Satu lagi film yang didasarkan pada sebuah buku, dan kali ini bukunya adalah salah satu dari serial klasik The Chronicles of Narnia oleh CS Lewis, yang terdiri dari 7 buku. Salah satu judul dari seri ini, The Lion, The Witch and the Wardrobe sudah difilmkan dan dirilis pada tahun 2005, dan cukup berhasil meraup keuntungan serta memenangkan Oscar untuk Best Make-Up. Aku sendiri menganggap film pertama tersebut so-and-so, dan walaupun pemainnya cakep-cakep, tetap saja aku beri bintang 3 (dari 5).
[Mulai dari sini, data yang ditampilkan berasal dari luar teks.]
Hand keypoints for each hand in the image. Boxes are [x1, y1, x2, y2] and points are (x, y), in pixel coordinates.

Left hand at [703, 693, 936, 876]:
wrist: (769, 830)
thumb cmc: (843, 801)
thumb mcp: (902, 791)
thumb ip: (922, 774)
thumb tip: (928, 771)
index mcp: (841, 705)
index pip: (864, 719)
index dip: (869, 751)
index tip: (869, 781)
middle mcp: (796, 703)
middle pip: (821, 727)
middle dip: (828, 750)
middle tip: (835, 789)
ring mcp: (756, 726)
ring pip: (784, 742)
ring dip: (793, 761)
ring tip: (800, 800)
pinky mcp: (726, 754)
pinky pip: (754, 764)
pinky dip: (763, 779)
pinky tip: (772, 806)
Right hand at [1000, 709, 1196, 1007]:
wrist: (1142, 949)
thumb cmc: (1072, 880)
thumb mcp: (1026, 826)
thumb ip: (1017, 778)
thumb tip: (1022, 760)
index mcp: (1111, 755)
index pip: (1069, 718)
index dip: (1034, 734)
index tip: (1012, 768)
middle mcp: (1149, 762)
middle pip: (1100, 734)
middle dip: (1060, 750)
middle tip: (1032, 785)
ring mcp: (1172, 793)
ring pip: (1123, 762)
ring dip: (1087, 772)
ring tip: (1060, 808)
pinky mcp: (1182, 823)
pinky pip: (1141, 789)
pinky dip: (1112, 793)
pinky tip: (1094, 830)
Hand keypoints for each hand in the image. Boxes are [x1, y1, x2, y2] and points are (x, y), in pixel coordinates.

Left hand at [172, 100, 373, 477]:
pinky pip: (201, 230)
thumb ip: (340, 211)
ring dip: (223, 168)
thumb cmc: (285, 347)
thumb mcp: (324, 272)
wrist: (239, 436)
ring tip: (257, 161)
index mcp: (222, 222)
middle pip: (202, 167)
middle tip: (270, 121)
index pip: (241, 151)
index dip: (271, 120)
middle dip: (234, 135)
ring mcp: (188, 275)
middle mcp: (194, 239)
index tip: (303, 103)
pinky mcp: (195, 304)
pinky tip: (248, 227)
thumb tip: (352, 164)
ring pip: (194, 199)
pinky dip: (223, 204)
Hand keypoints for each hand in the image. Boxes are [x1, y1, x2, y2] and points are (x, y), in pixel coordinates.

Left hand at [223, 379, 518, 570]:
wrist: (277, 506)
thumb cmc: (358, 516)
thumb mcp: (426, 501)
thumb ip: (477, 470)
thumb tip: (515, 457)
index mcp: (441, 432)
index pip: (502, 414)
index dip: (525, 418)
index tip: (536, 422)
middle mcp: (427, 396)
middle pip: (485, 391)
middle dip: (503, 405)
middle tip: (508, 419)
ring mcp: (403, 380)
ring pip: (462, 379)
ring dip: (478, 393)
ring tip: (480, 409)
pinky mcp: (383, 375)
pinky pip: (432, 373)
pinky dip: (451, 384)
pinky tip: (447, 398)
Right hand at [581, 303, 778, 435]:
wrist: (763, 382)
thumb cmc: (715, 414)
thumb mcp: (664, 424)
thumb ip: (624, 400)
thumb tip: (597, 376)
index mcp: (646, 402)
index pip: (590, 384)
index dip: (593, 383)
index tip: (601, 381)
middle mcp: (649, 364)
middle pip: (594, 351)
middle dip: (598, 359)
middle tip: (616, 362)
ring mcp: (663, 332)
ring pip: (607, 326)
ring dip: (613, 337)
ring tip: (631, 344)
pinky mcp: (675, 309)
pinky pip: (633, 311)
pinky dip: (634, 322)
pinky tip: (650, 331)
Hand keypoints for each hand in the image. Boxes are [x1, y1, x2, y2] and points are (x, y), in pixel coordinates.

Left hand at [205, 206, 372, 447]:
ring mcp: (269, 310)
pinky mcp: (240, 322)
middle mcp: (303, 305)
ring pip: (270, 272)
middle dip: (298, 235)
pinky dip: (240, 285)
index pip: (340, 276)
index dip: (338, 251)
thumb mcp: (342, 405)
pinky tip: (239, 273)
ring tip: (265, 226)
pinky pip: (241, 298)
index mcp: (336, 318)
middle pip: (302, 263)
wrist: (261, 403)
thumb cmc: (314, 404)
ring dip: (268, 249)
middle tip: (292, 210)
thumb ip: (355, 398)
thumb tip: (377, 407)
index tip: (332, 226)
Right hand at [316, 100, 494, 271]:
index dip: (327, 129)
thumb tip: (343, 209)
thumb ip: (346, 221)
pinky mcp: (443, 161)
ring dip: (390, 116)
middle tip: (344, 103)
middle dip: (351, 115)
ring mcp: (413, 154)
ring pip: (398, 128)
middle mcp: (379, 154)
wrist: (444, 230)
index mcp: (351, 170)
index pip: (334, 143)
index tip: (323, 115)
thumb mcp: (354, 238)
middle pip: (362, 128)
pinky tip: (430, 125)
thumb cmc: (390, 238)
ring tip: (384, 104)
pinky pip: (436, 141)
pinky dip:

FIlm Prince Caspian ini masih dimainkan oleh 4 pemain utamanya dulu, yaitu William Moseley sebagai Peter, Anna Popplewell sebagai Susan, Skandar Keynes sebagai Edmund, dan Georgie Henley sebagai Lucy. Tentu saja mereka kelihatan sudah lebih dewasa dan semakin keren. Lucy yang dulu masih imut sekarang sudah lebih besar dan cantik. Susan pipinya semakin endut dan bibirnya semakin seksi, dan Edmund, ya ampun cakep bener, pengen mengijon deh. Skandar Keynes adalah keturunan Lebanon, dan menurut isu, anak ini menyatakan dirinya adalah ateis, ya ampun. My cousin bilang, wajah Edmund kok mirip dengan salah satu tokoh keren Adam Banks (dimainkan oleh Vincent Larusso) di trilogi klasik Mighty Ducks. [Dia mah setiap orang cakep berwajah ke-Inggris-Inggrisan langsung teringat si Larusso ini.] Kenapa ya orang-orang Inggris ini cakep-cakep?
Ah sudahlah, balik ke film ini. Prince Caspian adalah buku ke-4 (secara kronologis) dari serial ini, entah kenapa yang ini yang dipilih, tapi diduga karena inilah urutan logis sesudah The Lion, The Witch and the Wardrobe, sekaligus menyempati agar pemainnya tidak terlalu tua. Film fantasi ini berdurasi 2 jam 35 menit.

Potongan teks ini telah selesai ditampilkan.